### [YOUR INSTRUCTIONS]
Show every line of the data that includes the word "Ashwood".

[[ DATA UNDER STUDY open ]]

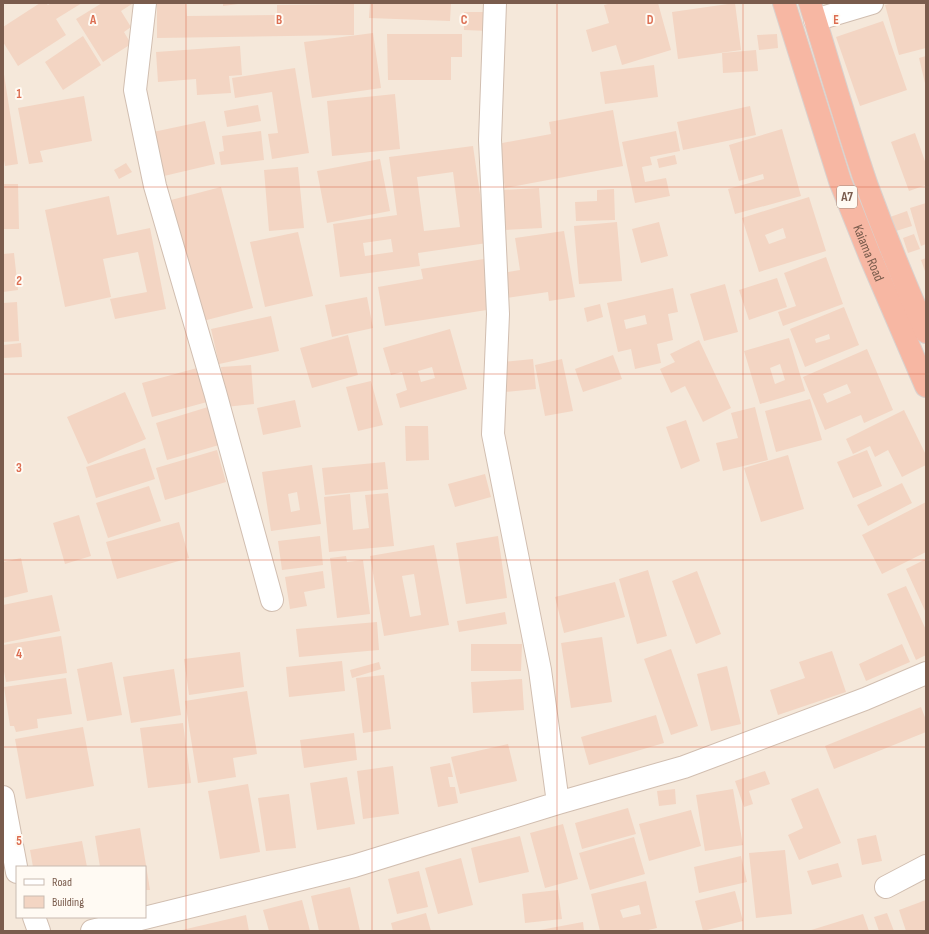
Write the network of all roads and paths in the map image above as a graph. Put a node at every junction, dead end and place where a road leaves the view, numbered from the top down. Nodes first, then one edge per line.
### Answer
1 (145, 3) edge
2 (495, 3) edge
3 (784, 3) edge
4 (872, 3) edge
5 (812, 12) edge
6 (926, 332) edge
7 (926, 386) edge
8 (272, 600) dead end
9 (926, 673) edge
10 (3, 797) edge
11 (558, 803) junction
12 (926, 866) edge
13 (16, 867) edge
14 (886, 886) dead end
15 (34, 918) edge
16 (144, 918) edge
17 (146, 918) edge
18 (39, 931) edge
19 (92, 931) edge

1 - 8 street
2 - 11 street
3 - 7 highway, Kaiama Road / A7
4 - 5 street
5 - 6 highway, Kaiama Road / A7
9 - 11 street
10 - 13 street
11 - 17 street
12 - 14 street
15 - 18 street
16 - 19 street

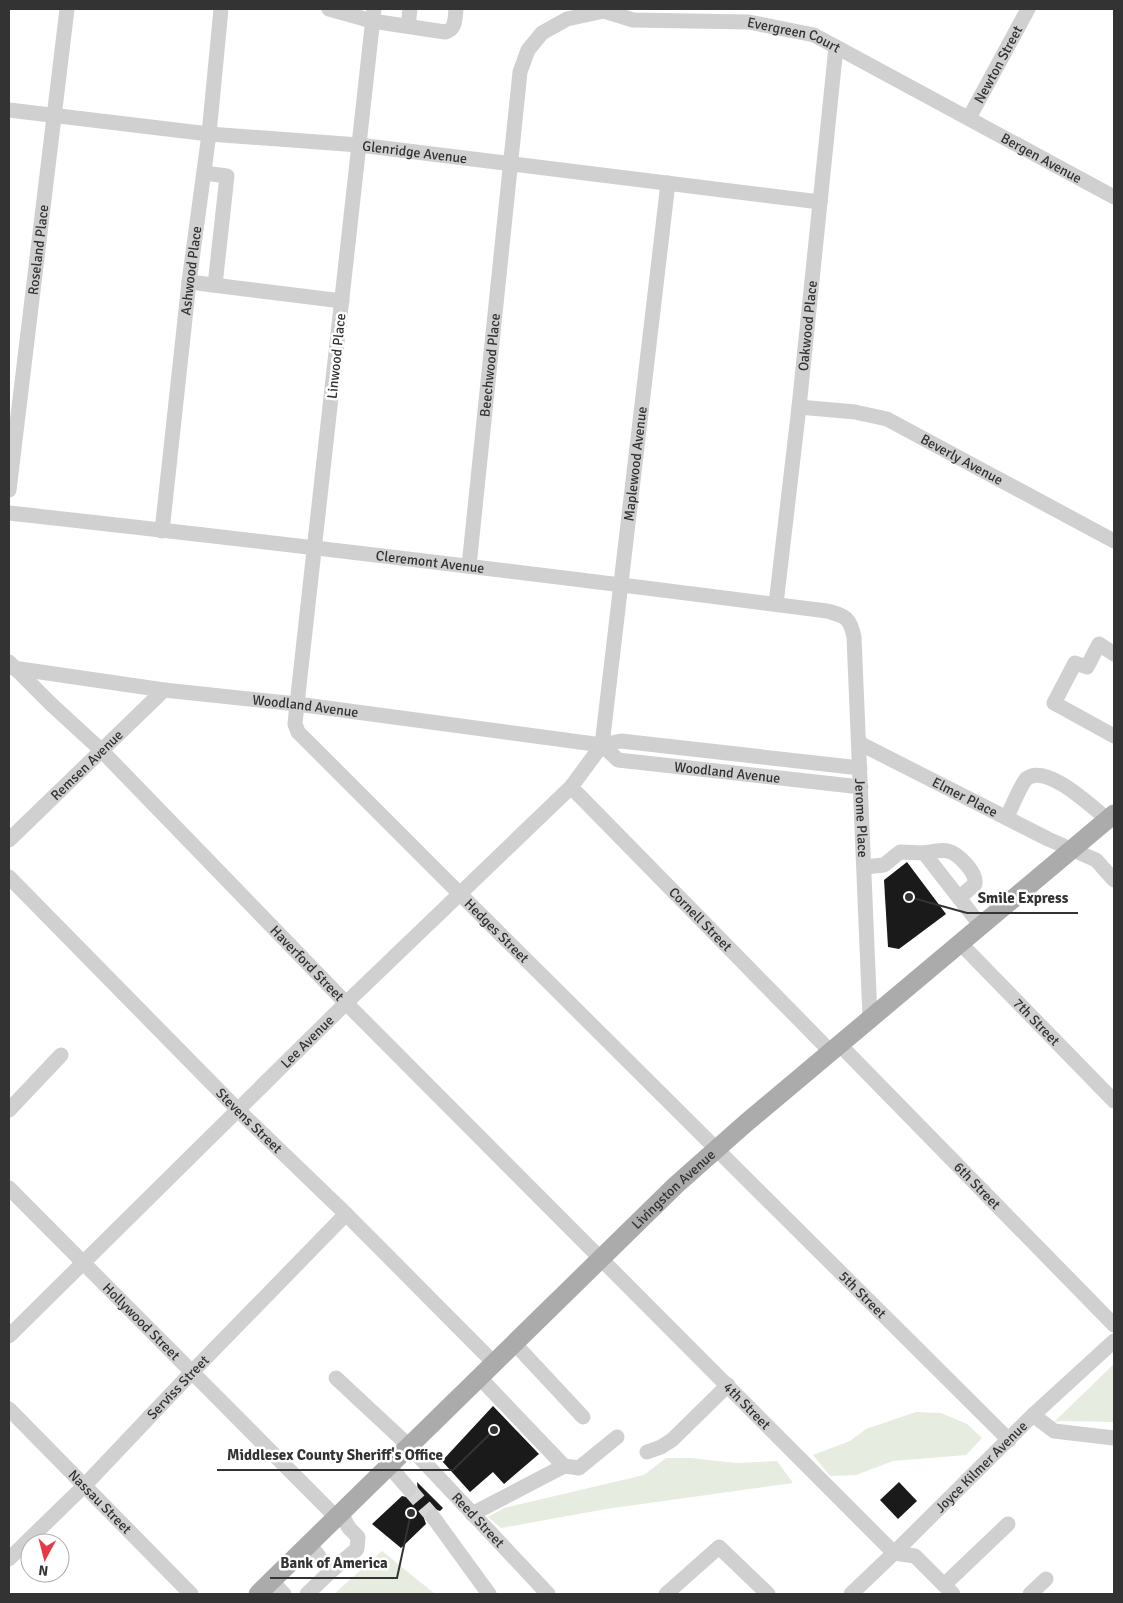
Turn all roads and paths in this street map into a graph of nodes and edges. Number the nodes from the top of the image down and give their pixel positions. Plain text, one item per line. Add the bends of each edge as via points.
1 (67, 9) edge
2 (221, 9) edge
3 (329, 9) edge
4 (410, 9) edge
5 (456, 9) edge
6 (1028, 9) edge
7 (603, 10) edge
8 (373, 15) edge
9 (408, 26) junction
10 (836, 47) junction
11 (9, 110) edge
12 (55, 116) junction
13 (968, 118) junction
14 (208, 134) junction
15 (358, 145) junction
16 (512, 164) junction
17 (204, 173) junction
18 (668, 183) junction
19 (1114, 196) edge
20 (820, 202) junction
21 (189, 282) junction
22 (215, 286) junction
23 (342, 301) junction
24 (798, 406) junction
25 (9, 490) edge
26 (9, 514) edge
27 (162, 531) junction
28 (1114, 541) edge
29 (315, 548) junction
30 (469, 566) junction
31 (621, 584) junction
32 (776, 604) junction
33 (848, 620) joint
34 (1114, 654) edge
35 (10, 666) edge
36 (164, 690) junction
37 (297, 704) junction
38 (1114, 736) edge
39 (859, 743) junction
40 (602, 745) junction
41 (101, 750) junction
42 (860, 768) junction
43 (571, 787) junction
44 (860, 787) junction
45 (1007, 817) junction
46 (1111, 817) edge
47 (9, 840) edge
48 (1072, 849) junction
49 (924, 853) junction
50 (865, 866) junction
51 (9, 877) edge
52 (1114, 880) edge
53 (459, 893) junction
54 (959, 898) junction
55 (981, 926) junction
56 (960, 943) junction
57 (346, 1003) junction
58 (870, 1018) junction
59 (835, 1048) junction
60 (61, 1055) dead end
61 (1114, 1101) edge
62 (9, 1110) edge
63 (238, 1110) junction
64 (716, 1149) junction
65 (9, 1188) edge
66 (346, 1214) junction
67 (601, 1257) junction
68 (83, 1263) junction
69 (1114, 1325) edge
70 (9, 1336) edge
71 (1114, 1341) edge
72 (514, 1343) junction
73 (494, 1362) junction
74 (192, 1372) junction
75 (479, 1377) junction
76 (336, 1378) dead end
77 (728, 1385) junction
78 (9, 1409) edge
79 (1033, 1415) junction
80 (584, 1417) dead end
81 (617, 1437) dead end
82 (1114, 1438) edge
83 (1009, 1440) junction
84 (409, 1446) junction
85 (647, 1452) dead end
86 (389, 1466) junction
87 (564, 1466) junction
88 (84, 1486) junction
89 (409, 1489) tunnel mouth
90 (472, 1514) junction
91 (338, 1515) junction
92 (433, 1518) tunnel mouth
93 (1008, 1524) dead end
94 (310, 1544) junction
95 (894, 1553) junction
96 (9, 1559) edge
97 (330, 1572) junction
98 (1046, 1579) dead end
99 (278, 1588) edge
100 (948, 1590) edge
101 (191, 1594) edge
102 (258, 1594) edge
103 (307, 1594) edge
104 (489, 1594) edge
105 (548, 1594) edge
106 (666, 1594) edge
107 (768, 1594) edge
108 (851, 1594) edge
109 (1030, 1594) edge

1 - 12 street, Roseland Place
2 - 14 street, Ashwood Place
3 - 8 street
4 - 9 street
5 - 9 street via 450,32
6 - 13 street, Newton Street
7 - 10 street, Evergreen Court via 633,20 749,22 814,35
7 - 16 street, Evergreen Court via 567,19 542,33 528,50 520,72
8 - 9 street
8 - 15 street, Linwood Place
10 - 13 street, Evergreen Court
10 - 20 street, Oakwood Place
11 - 12 street, Glenridge Avenue
12 - 14 street, Glenridge Avenue
12 - 25 street, Roseland Place
13 - 19 street, Bergen Avenue
14 - 15 street, Glenridge Avenue
14 - 17 street, Ashwood Place
15 - 16 street, Glenridge Avenue
15 - 23 street, Linwood Place
16 - 18 street, Glenridge Avenue
16 - 30 street, Beechwood Place
17 - 21 street, Ashwood Place
17 - 22 street via 227,176
18 - 20 street, Glenridge Avenue
18 - 31 street, Maplewood Avenue
20 - 24 street, Oakwood Place
21 - 22 street
21 - 27 street, Ashwood Place
22 - 23 street
23 - 29 street, Linwood Place
24 - 28 street, Beverly Avenue via 888,419
24 - 32 street, Oakwood Place
26 - 27 street, Cleremont Avenue
27 - 29 street, Cleremont Avenue
29 - 30 street, Cleremont Avenue
29 - 37 street, Linwood Place
30 - 31 street, Cleremont Avenue
31 - 32 street, Cleremont Avenue
31 - 40 street, Maplewood Avenue
32 - 33 street, Cleremont Avenue via 827,611
33 - 39 street, Jerome Place via 854,637
34 - 38 street via 1099,644 1087,667 1075,663 1054,703
35 - 36 street, Woodland Avenue
35 - 41 street, Haverford Street
36 - 37 street, Woodland Avenue
36 - 41 street, Remsen Avenue
37 - 40 street, Woodland Avenue
37 - 53 street, Hedges Street via 295,724 298,732
39 - 42 street, Jerome Place
39 - 45 street, Elmer Place
40 - 42 street, Woodland Avenue via 620,741
40 - 43 street, Lee Avenue
40 - 44 street, Woodland Avenue via 618,760
41 - 47 street, Remsen Avenue
41 - 57 street, Haverford Street
42 - 44 street, Jerome Place
43 - 53 street, Lee Avenue
43 - 59 street, Cornell Street
44 - 50 street, Jerome Place
45 - 46 street via 1025,780 1041,775 1076,793
45 - 48 street, Elmer Place
46 - 48 main road, Livingston Avenue
48 - 52 street, Elmer Place via 1096,860
48 - 55 main road, Livingston Avenue
49 - 50 street via 900,852 884,865
49 - 54 street
49 - 54 street via 951,852 974,874 975,884
50 - 58 street, Jerome Place
51 - 63 street, Stevens Street
53 - 57 street, Lee Avenue
53 - 64 street, Hedges Street
54 - 55 street
55 - 56 main road, Livingston Avenue
56 - 58 main road, Livingston Avenue
56 - 61 street, 7th Street
57 - 63 street, Lee Avenue
57 - 67 street, Haverford Street
58 - 59 main road, Livingston Avenue
59 - 64 main road, Livingston Avenue
59 - 69 street, 6th Street
60 - 62 street
63 - 66 street, Stevens Street
63 - 68 street, Lee Avenue
64 - 67 main road, Livingston Avenue
64 - 83 street, 5th Street
65 - 68 street, Hollywood Street
66 - 73 street, Stevens Street
66 - 74 street, Serviss Street
67 - 72 main road, Livingston Avenue
67 - 77 street, 4th Street
68 - 70 street, Lee Avenue
68 - 74 street, Hollywood Street
71 - 79 street, Joyce Kilmer Avenue
72 - 73 main road, Livingston Avenue
72 - 80 street
73 - 75 main road, Livingston Avenue
74 - 88 street, Serviss Street
74 - 91 street, Hollywood Street
75 - 84 main road, Livingston Avenue
75 - 87 street
76 - 84 street, Reed Street
77 - 85 street via 672,1440
77 - 95 street, 4th Street
78 - 88 street, Nassau Street
79 - 82 street via 1054,1430
79 - 83 street, Joyce Kilmer Avenue
81 - 87 street via 579,1468
83 - 95 street, Joyce Kilmer Avenue
84 - 86 main road, Livingston Avenue
84 - 90 street, Reed Street
86 - 89 street
86 - 91 main road, Livingston Avenue
87 - 90 street
88 - 96 street, Serviss Street
88 - 101 street, Nassau Street
90 - 105 street, Reed Street
91 - 94 main road, Livingston Avenue
91 - 97 street, Hollywood Street via 358,1537 357,1548
92 - 104 street
93 - 100 street
94 - 97 street
94 - 99 main road, Livingston Avenue
95 - 100 street via 915,1556
95 - 108 street, Joyce Kilmer Avenue
97 - 103 street, Hollywood Street
98 - 109 street
99 - 102 main road, Livingston Avenue
106 - 107 street via 719,1547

[[ DATA UNDER STUDY closed ]]

### [TASK RESPONSE]
2 - 14 street, Ashwood Place
14 - 17 street, Ashwood Place
17 - 21 street, Ashwood Place
21 - 27 street, Ashwood Place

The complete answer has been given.